Top of Material for the task

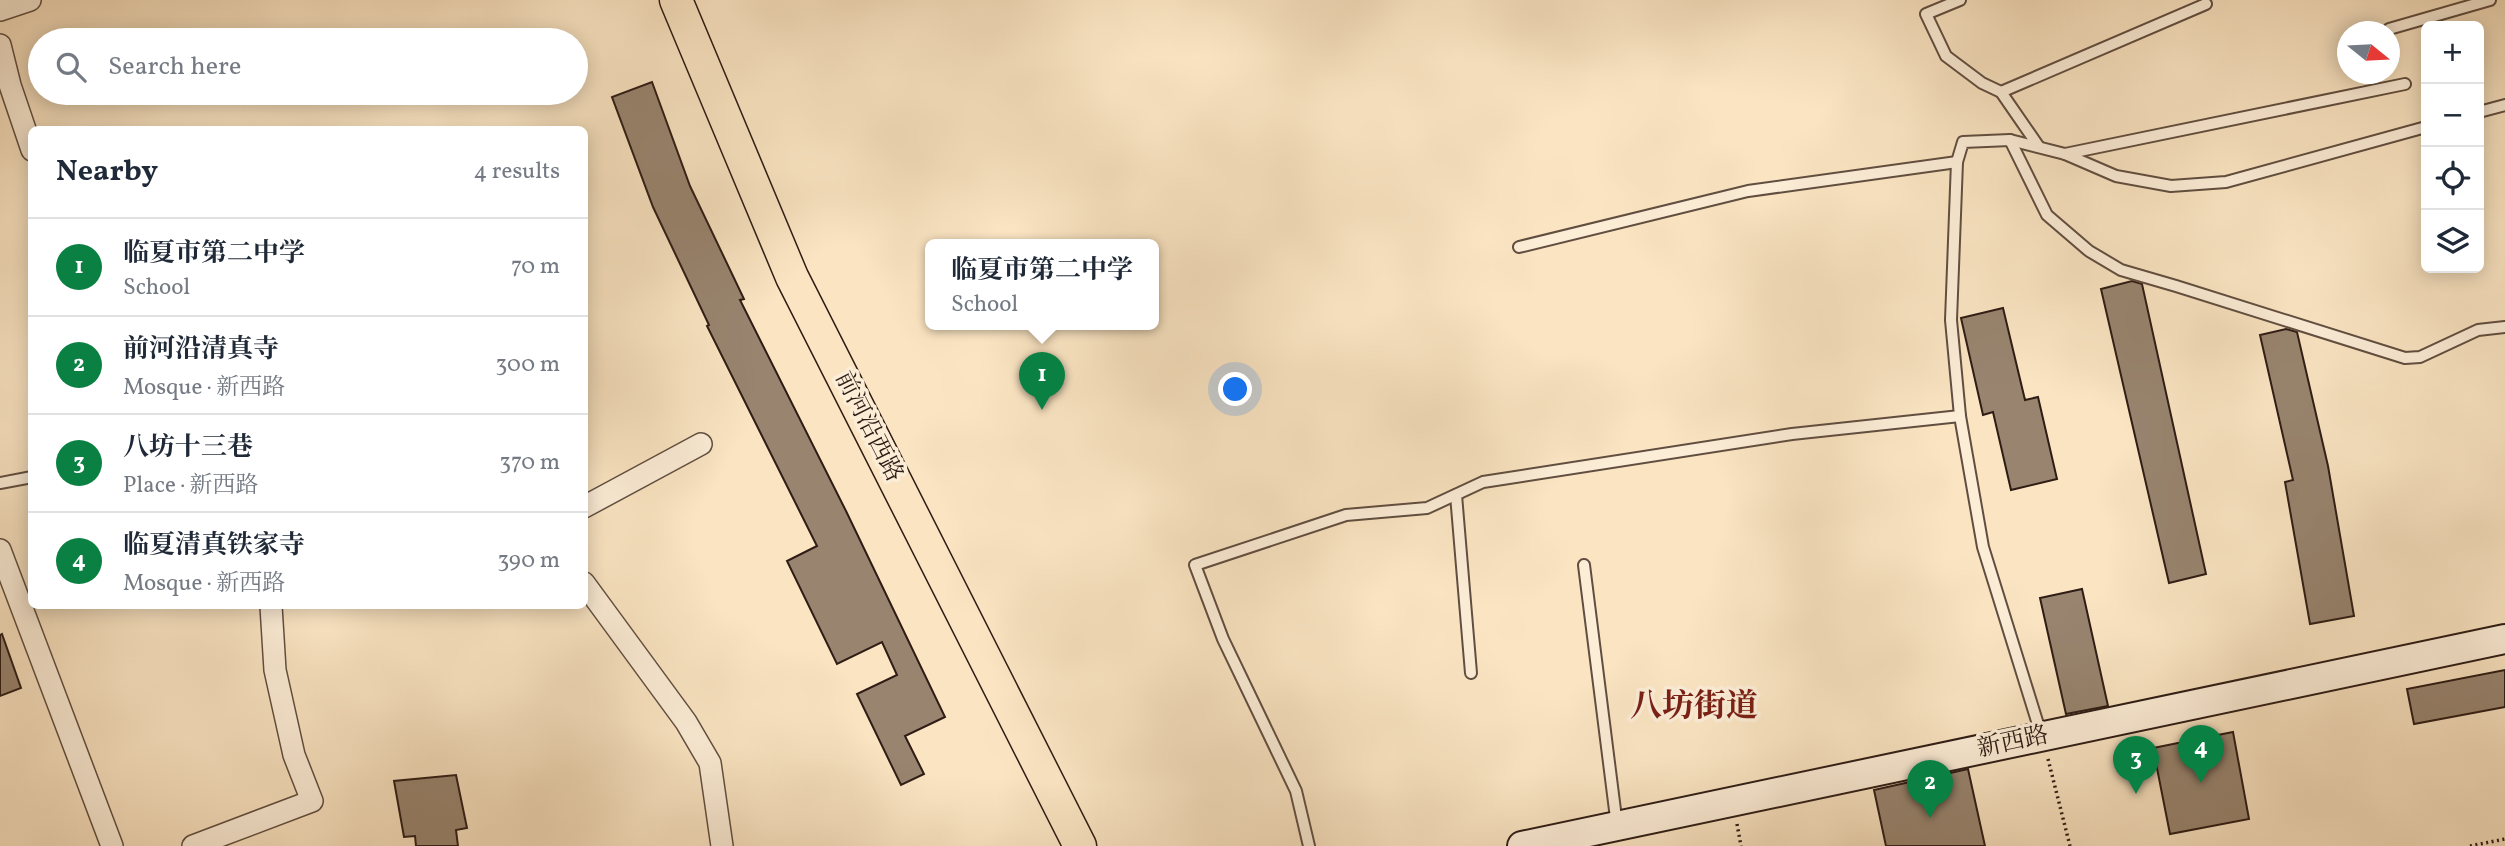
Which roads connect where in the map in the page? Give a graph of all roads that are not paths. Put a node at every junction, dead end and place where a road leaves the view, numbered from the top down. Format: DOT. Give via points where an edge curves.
graph roads {
  1 [pos="30,0"];
  2 [pos="676,0"];
  3 [pos="1960,0"];
  4 [pos="2490,0"];
  5 [pos="2206,4"];
  6 [pos="0,10"];
  7 [pos="2400,26"];
  8 [pos="0,46"];
  9 [pos="2405,84"];
  10 [pos="2001,92"];
  11 [pos="2505,105"];
  12 [pos="2484,111"];
  13 [pos="2421,128"];
  14 [pos="28,138"];
  15 [pos="2010,140"];
  16 [pos="2039,147"];
  17 [pos="2065,154"];
  18 [pos="1957,162"];
  19 [pos="1519,247"];
  20 [pos="2505,327"];
  21 [pos="1959,416"];
  22 [pos="701,444"];
  23 [pos="28,478"];
  24 [pos="0,483"];
  25 [pos="1456,495"];
  26 [pos="588,505"];
  27 [pos="0,550"];
  28 [pos="1584,565"];
  29 [pos="588,588"];
  30 [pos="271,609"];
  31 [pos="2505,639"];
  32 [pos="1471,673"];
  33 [pos="2042,736"];
  34 [pos="1617,826"];
  35 [pos="112,846"];
  36 [pos="194,846"];
  37 [pos="722,846"];
  38 [pos="1080,846"];
  39 [pos="1308,846"];
  40 [pos="1522,846"];
  1 -- 6 [label="street"];
  2 -- 38 [label="main road, 前河沿西路" via="792,276"];
  3 -- 10 [label="lane" via="1926,14 1946,56"];
  4 -- 7 [label="lane"];
  5 -- 10 [label="lane"];
  8 -- 14 [label="street"];
  9 -- 17 [label="lane"];
  10 -- 16 [label="lane"];
  11 -- 12 [label="lane"];
  13 -- 17 [label="lane" via="2226,182 2171,186 2116,176"];
  15 -- 16 [label="lane"];
  15 -- 18 [label="lane" via="1963,142"];
  15 -- 20 [label="lane" via="2048,215 2089,251 2121,270 2405,358 2420,356 2478,330"];
  16 -- 17 [label="lane"];
  18 -- 19 [label="lane" via="1748,191"];
  18 -- 21 [label="lane" via="1951,320"];
  21 -- 25 [label="lane" via="1711,446 1483,482"];
  21 -- 33 [label="lane" via="1983,547"];
  22 -- 26 [label="street"];
  23 -- 24 [label="lane"];
  25 -- 32 [label="lane"];
  25 -- 39 [label="lane" via="1427,508 1346,515 1195,565 1223,639 1296,791"];
  27 -- 35 [label="street"];
  28 -- 34 [label="lane"];
  29 -- 37 [label="street" via="686,722 710,763"];
  30 -- 36 [label="street" via="275,670 294,755 312,801"];
  31 -- 33 [label="main road, 新西路"];
  33 -- 34 [label="main road, 新西路"];
  34 -- 40 [label="main road, 新西路"];
}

Bottom of Material for the task

→ **Task item**
Write the records out in full, word for word; leave every picture behind.

→ **Output of the exercise**
Which roads connect where in the map in the page? Give a graph of all roads that are not paths. Put a node at every junction, dead end and place where a road leaves the view, numbered from the top down. Format: DOT. Give via points where an edge curves.
graph roads {
  1 [pos="30,0"];
  2 [pos="676,0"];
  3 [pos="1960,0"];
  4 [pos="2490,0"];
  5 [pos="2206,4"];
  6 [pos="0,10"];
  7 [pos="2400,26"];
  8 [pos="0,46"];
  9 [pos="2405,84"];
  10 [pos="2001,92"];
  11 [pos="2505,105"];
  12 [pos="2484,111"];
  13 [pos="2421,128"];
  14 [pos="28,138"];
  15 [pos="2010,140"];
  16 [pos="2039,147"];
  17 [pos="2065,154"];
  18 [pos="1957,162"];
  19 [pos="1519,247"];
  20 [pos="2505,327"];
  21 [pos="1959,416"];
  22 [pos="701,444"];
  23 [pos="28,478"];
  24 [pos="0,483"];
  25 [pos="1456,495"];
  26 [pos="588,505"];
  27 [pos="0,550"];
  28 [pos="1584,565"];
  29 [pos="588,588"];
  30 [pos="271,609"];
  31 [pos="2505,639"];
  32 [pos="1471,673"];
  33 [pos="2042,736"];
  34 [pos="1617,826"];
  35 [pos="112,846"];
  36 [pos="194,846"];
  37 [pos="722,846"];
  38 [pos="1080,846"];
  39 [pos="1308,846"];
  40 [pos="1522,846"];
  1 -- 6 [label="street"];
  2 -- 38 [label="main road, 前河沿西路" via="792,276"];
  3 -- 10 [label="lane" via="1926,14 1946,56"];
  4 -- 7 [label="lane"];
  5 -- 10 [label="lane"];
  8 -- 14 [label="street"];
  9 -- 17 [label="lane"];
  10 -- 16 [label="lane"];
  11 -- 12 [label="lane"];
  13 -- 17 [label="lane" via="2226,182 2171,186 2116,176"];
  15 -- 16 [label="lane"];
  15 -- 18 [label="lane" via="1963,142"];
  15 -- 20 [label="lane" via="2048,215 2089,251 2121,270 2405,358 2420,356 2478,330"];
  16 -- 17 [label="lane"];
  18 -- 19 [label="lane" via="1748,191"];
  18 -- 21 [label="lane" via="1951,320"];
  21 -- 25 [label="lane" via="1711,446 1483,482"];
  21 -- 33 [label="lane" via="1983,547"];
  22 -- 26 [label="street"];
  23 -- 24 [label="lane"];
  25 -- 32 [label="lane"];
  25 -- 39 [label="lane" via="1427,508 1346,515 1195,565 1223,639 1296,791"];
  27 -- 35 [label="street"];
  28 -- 34 [label="lane"];
  29 -- 37 [label="street" via="686,722 710,763"];
  30 -- 36 [label="street" via="275,670 294,755 312,801"];
  31 -- 33 [label="main road, 新西路"];
  33 -- 34 [label="main road, 新西路"];
  34 -- 40 [label="main road, 新西路"];
}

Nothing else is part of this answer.